Despite these foibles, the Indians were the best team in baseball that year, and I was obsessed. Raised in an NPR household, I began listening inveterately to AM sports radio talk shows hosted by heavy-breathing, crudely opinionated men with monikers like Mike “Mega Dago” Trivisanno. In defiance of the puzzled librarians who tried to steer me to the Judy Blume section, I took out library books like Men at Work: The Craft of Baseball.
When we lost the World Series to the Braves dynasty, I was heartbroken yet comforted by the old saw, “There’s always next year.” And for a while there was. The Indians consistently made the playoffs until 2002, when their brutal financially-driven dismantling of the team that had captivated Cleveland finally caught up to them.
I was skeptical of the promises that we would reap the benefits a few years down the line, and although I went to games and wore my Indians cap with pride, I was no longer singlemindedly devoted. I still played softball, but my summers were busy with work and commitments and simply being a typical teenage girl. The names in the box score grew less familiar, and when Omar Vizquel, my hero and lone remnant of the 1995 team, signed with the Giants, I dramatically decided that I’d never truly love a team again in the same innocently devoted way.

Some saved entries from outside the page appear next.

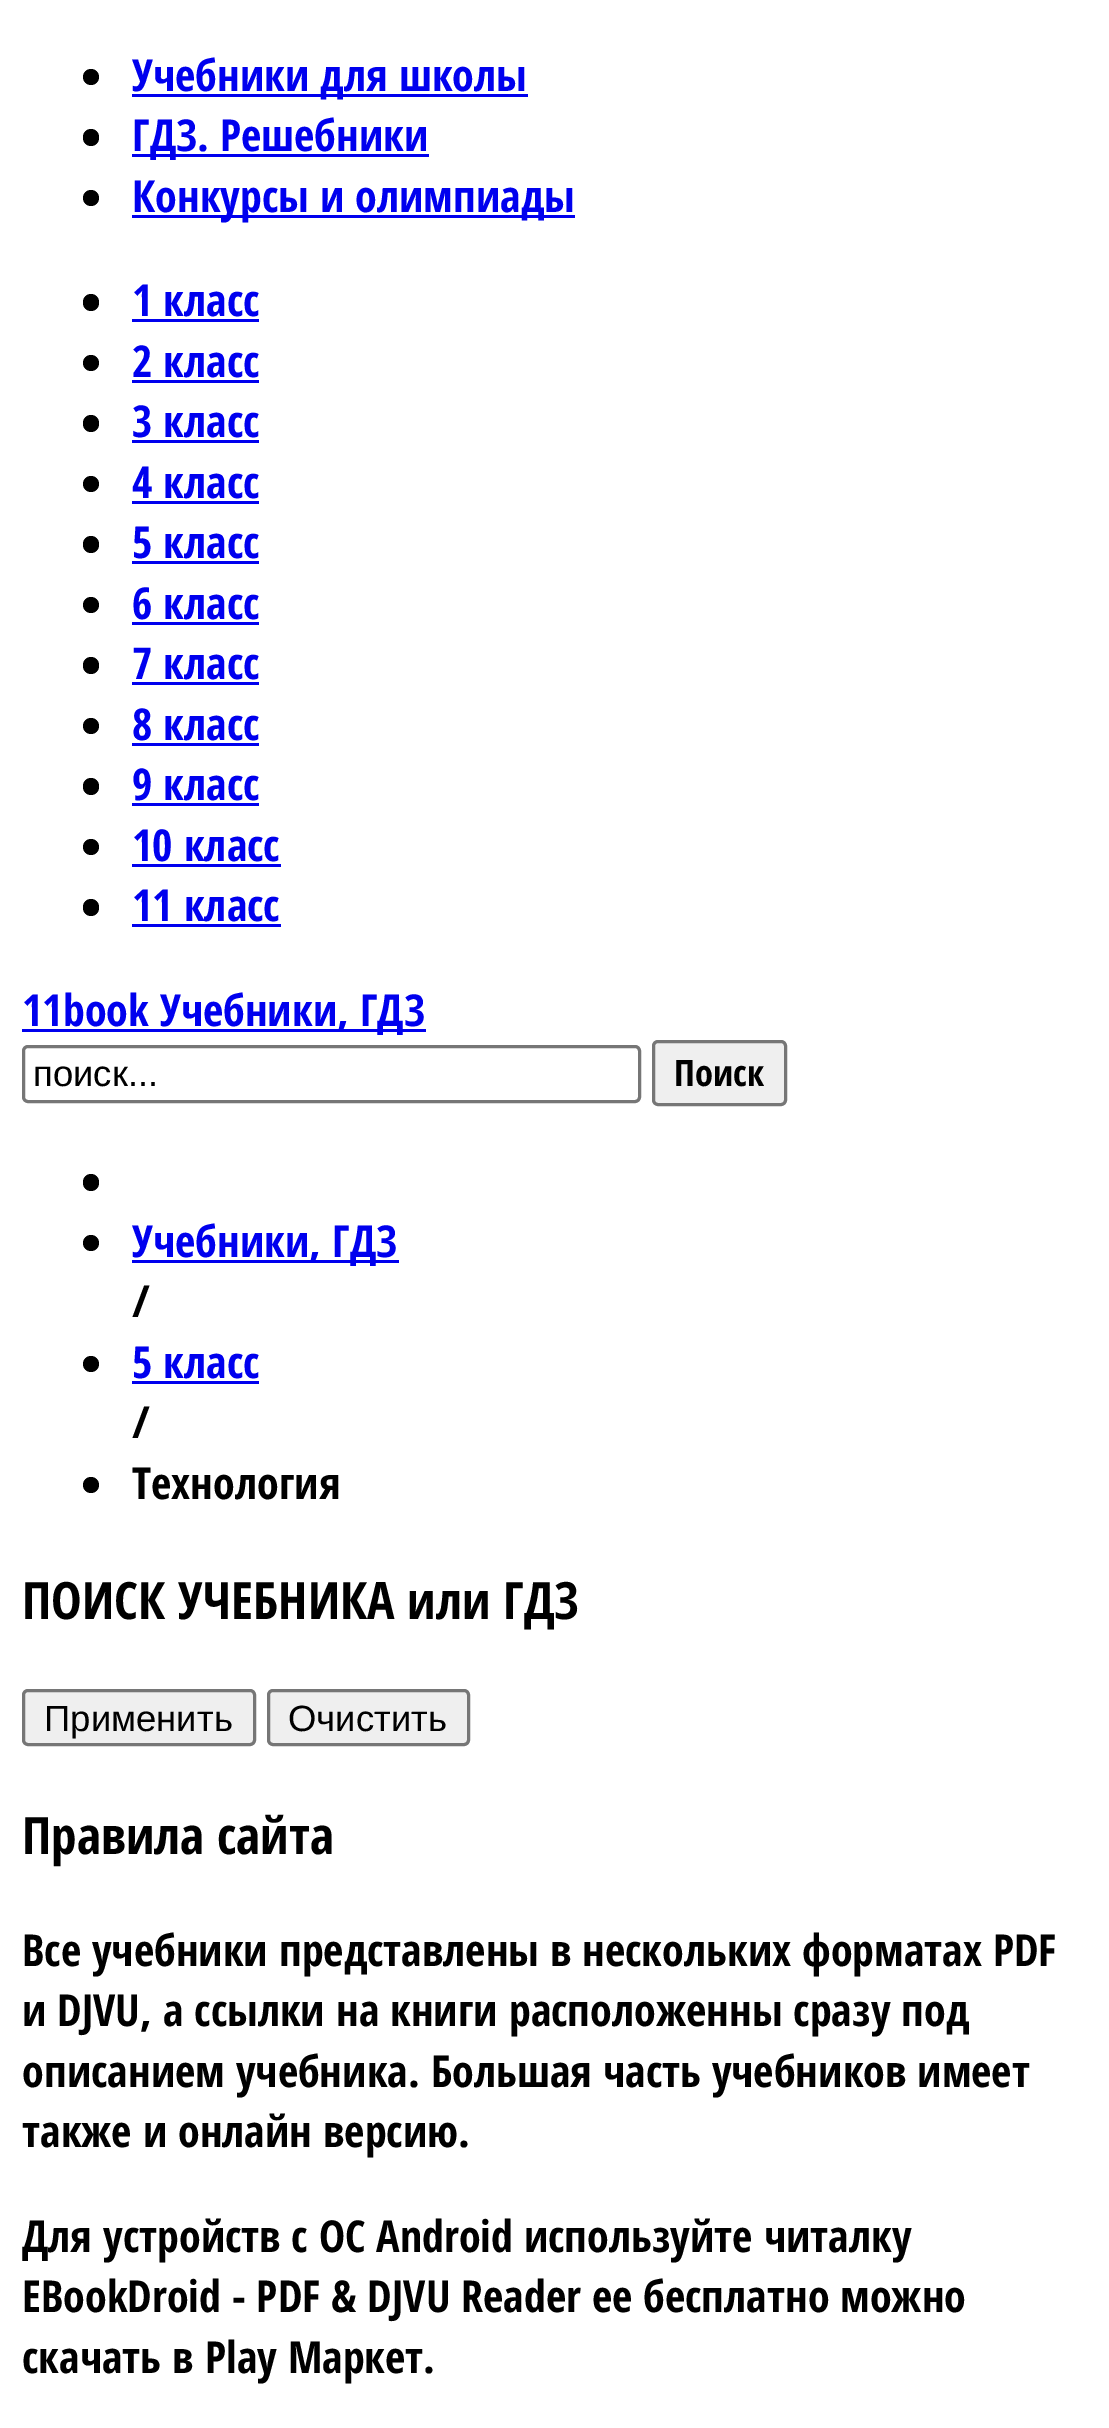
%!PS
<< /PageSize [1109 2428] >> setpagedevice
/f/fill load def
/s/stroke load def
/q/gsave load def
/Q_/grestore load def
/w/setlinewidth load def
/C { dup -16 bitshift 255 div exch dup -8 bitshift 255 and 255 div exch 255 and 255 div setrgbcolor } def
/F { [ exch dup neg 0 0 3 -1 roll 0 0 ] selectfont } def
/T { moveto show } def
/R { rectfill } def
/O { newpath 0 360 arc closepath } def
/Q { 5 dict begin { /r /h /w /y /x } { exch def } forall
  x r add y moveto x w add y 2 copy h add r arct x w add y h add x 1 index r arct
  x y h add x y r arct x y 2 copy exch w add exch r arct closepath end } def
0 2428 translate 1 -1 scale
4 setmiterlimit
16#FFFFFF C
0 0 1109 2428 R
16#000000 C
91 77 8 O f
16#0000EE C
132 94 396 3 R
/OpenSansCondensed-Bold 44 F
(Учебники для школы) 132 91 T
16#000000 C
83 129 16 17 8 Q f
16#0000EE C
132 154 297 3 R
(ГДЗ. Решебники) 132 151 T
16#000000 C
91 198 8 O f
16#0000EE C
132 215 443 3 R
(Конкурсы и олимпиады) 132 212 T
16#000000 C
83 294 16 17 8 Q f
16#0000EE C
(1 класс) 132 316 T
132 319 127 3 R
16#000000 C
91 363 8 O f
16#0000EE C
(2 класс) 132 377 T
132 380 127 3 R
16#000000 C
83 415 16 17 8 Q f
16#0000EE C
(3 класс) 132 437 T
132 440 127 3 R
16#000000 C
91 484 8 O f
16#0000EE C
(4 класс) 132 498 T
132 501 127 3 R
16#000000 C
83 536 16 17 8 Q f
16#0000EE C
(5 класс) 132 558 T
132 561 127 3 R
16#000000 C
91 605 8 O f
16#0000EE C
(6 класс) 132 619 T
132 622 127 3 R
16#000000 C
83 657 16 17 8 Q f
16#0000EE C
(7 класс) 132 679 T
132 682 127 3 R
16#000000 C
91 726 8 O f
16#0000EE C
(8 класс) 132 740 T
132 743 127 3 R
16#000000 C
83 778 16 17 8 Q f
16#0000EE C
(9 класс) 132 800 T
132 803 127 3 R
16#000000 C
91 847 8 O f
16#0000EE C
(10 класс) 132 861 T
132 864 149 3 R
16#000000 C
83 899 16 17 8 Q f
16#0000EE C
(11 класс) 132 921 T
132 924 149 3 R
22 1029 404 3 R
(11book Учебники, ГДЗ) 22 1026 T
16#767676 C
3 w
23.5 1046.5 616 55 4.5 Q s
/LiberationSans-Regular 36.5 F
16#000000 C
(поиск...) 33 1086 T
16#EFEFEF C
653.5 1041.5 132 63 4.5 Q q f Q_
16#767676 C
s
/OpenSansCondensed-Bold 36.5 F
16#000000 C
(Поиск) 674 1086 T
83 1174 16 17 8 Q f
91 1243 8 O f
16#0000EE C
132 1260 267 3 R
/OpenSansCondensed-Bold 44 F
(Учебники, ГДЗ) 132 1257 T
16#000000 C
(/) 132 1317 T
91 1364 8 O f
16#0000EE C
(5 класс) 132 1378 T
132 1381 127 3 R
16#000000 C
(/) 132 1438 T
91 1485 8 O f
(Технология) 132 1499 T
/OpenSansCondensed-Bold 51.5 F
(ПОИСК УЧЕБНИКА или ГДЗ) 22 1619 T
16#EFEFEF C
23.5 1690.5 231 54 4.5 Q q f Q_
16#767676 C
s
/LiberationSans-Regular 36.5 F
16#000000 C
(Применить) 44 1731 T
16#EFEFEF C
268.5 1690.5 200 54 4.5 Q q f Q_
16#767676 C
s
16#000000 C
(Очистить) 288 1731 T
/OpenSansCondensed-Bold 51.5 F
(Правила сайта) 22 1854 T
/OpenSansCondensed-Bold 44 F
(Все учебники представлены в нескольких форматах PDF) 22 1966 T
(и DJVU, а ссылки на книги расположенны сразу под) 22 2026 T
(описанием учебника. Большая часть учебников имеет) 22 2087 T
(также и онлайн версию.) 22 2147 T
(Для устройств с ОС Android используйте читалку) 22 2252 T
(EBookDroid - PDF & DJVU Reader ее бесплатно можно) 22 2312 T
(скачать в) 22 2373 T
(Play Маркет.) 205 2373 T
showpage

This summer, though, my faith has been restored in the Tribe. It turns out that they were serious about that rebuilding thing, and 10 years after that magical 1995 season they’ve come full circle with young players like Grady Sizemore (my new Omar) leading the charge. With my high school commitments gone and my post-college plans uncertain, I needed the Indians in my life again to reassure me that I will be a Cleveland fan no matter my physical location. I’ve recaptured some of my former obsession and can sympathize with those legions of boys who sacrifice valuable study time for the nightly Sportcenter ritual. And while most baseball devotees acknowledge the fact that the Indians will probably make the playoffs, only the blindly devoted fans are completely certain that 2005 is the elusive “next year.”